La deuxième boussole de la Fed
Le 12 juin, les prévisions qui ont accompagné la décision de politique de la Fed présentaient un message clair. La croissance reste légèrement supérieure au niveau de la tendance neutre et l’inflation se maintiendra au-dessus de l’objectif de 2% pendant plus longtemps. Dans ce contexte, la plupart des gouverneurs de la Fed ne prévoient plus qu’un seul abaissement de taux cette année, au lieu des trois abaissements évoqués dans les prévisions de mars. Mais il y a une ligne du tableau des prévisions qui a très peu fait parler d’elle: le taux de chômage attendu. Il est vrai qu’il n’y a pas non plus de scénario clair. De 4% cette année, le taux de chômage passera à 4,2% l’année prochaine, ce qui est conforme au niveau d’équilibre à long terme.

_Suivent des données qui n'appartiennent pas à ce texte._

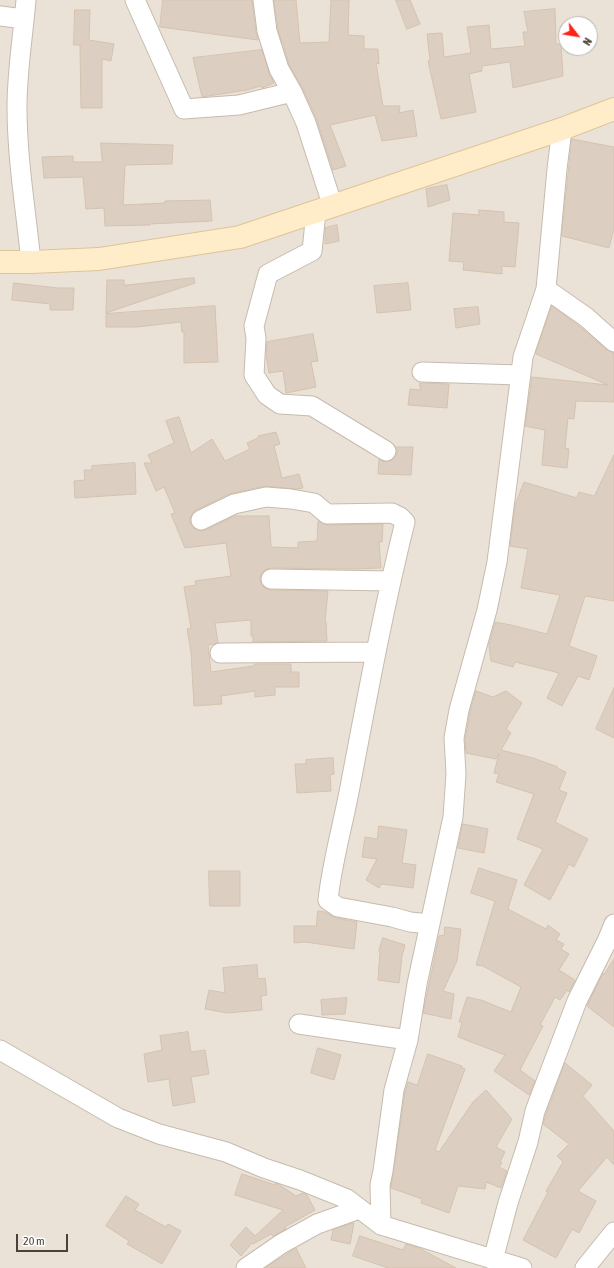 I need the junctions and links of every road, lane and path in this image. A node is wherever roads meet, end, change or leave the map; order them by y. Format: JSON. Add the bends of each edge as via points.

Or ces derniers jours, les gouverneurs de la Fed ont détourné l’attention du taux d’inflation vers le marché du travail. La gouverneure Lisa Cook, l’un de ses principaux membres, a notamment indiqué que le marché du travail était serré, mais n’était plus en état de surchauffe. Elle a aussi ouvertement soulevé une discussion technique sur le risque de surestimation de la croissance de l’emploi dans les payrolls. La Fed a un double mandat: la stabilité des prix, mais aussi un taux d’emploi maximal. Elle ne peut donc pas se laisser surprendre par un retournement éventuel de la tendance sur le marché du travail. Au début de cette semaine, la présidente de la Fed de San Francisco, Mary Daly (qui a le droit de vote cette année), a également fait remarquer que le marché du travail se trouverait peut-être bientôt à un point d’inflexion. Certaines entreprises en sont à un point où, non contentes de retirer leurs postes vacants, elles réduisent aussi le nombre d’emplois en réaction à la baisse de la demande. Si la situation évolue en ce sens, l’inflation ne sera plus la seule boussole de la Fed.
Cette analyse ne fait certainement pas consensus au sein de la Fed. Néanmoins, les marchés pourraient devenir plus sensibles à un refroidissement/affaiblissement potentiel du marché du travail. La publication des payrolls à la fin de la semaine prochaine constituera le premier point de référence. En parallèle, d’autres données sur le marché du travail gagneront en importance pour le marché.
Ce que cela signifie concrètement pour le positionnement du marché? C’est moins facile à dire. Après une légère amélioration du taux d’inflation (en mai), les investisseurs anticipent les orientations de la Fed (probabilité de 70% d’un premier abaissement en septembre; probabilité de 80% d’un abaissement supplémentaire en décembre). Vu la trajectoire de l’inflation, toujours en dents de scie, le marché du travail devrait se détériorer très fortement et très rapidement pour qu’un abaissement encore plus précoce puisse être envisagé. Plus loin sur la courbe, on retrouve un peu plus de marge. Le marché monétaire table notamment sur un taux directeur proche de 4% fin 2025 et sur un plancher dans le cycle des taux à un peu plus de 3,5% fin 2027. C’est toujours supérieur au taux neutre, même en partant du principe qu’il serait supérieur à ce que la Fed a récemment indiqué (à savoir 2,75%). Sur ce segment de la courbe, il y a donc encore de la marge pour un repositionnement si le marché du travail se refroidissait à une vitesse inattendue. Mais y aura-t-il effectivement un taux plus bas à la fin du cycle? Entre maintenant et 2027, le marché pourra encore souvent changer d’avis en fonction des derniers développements, par exemple après les élections américaines. À court terme, des données moins réjouissantes sur le marché du travail risquent cependant de pousser les taux d’intérêt américains à court terme en dessous des niveaux de support récents (ex.: 4,7% pour le taux à 2 ans).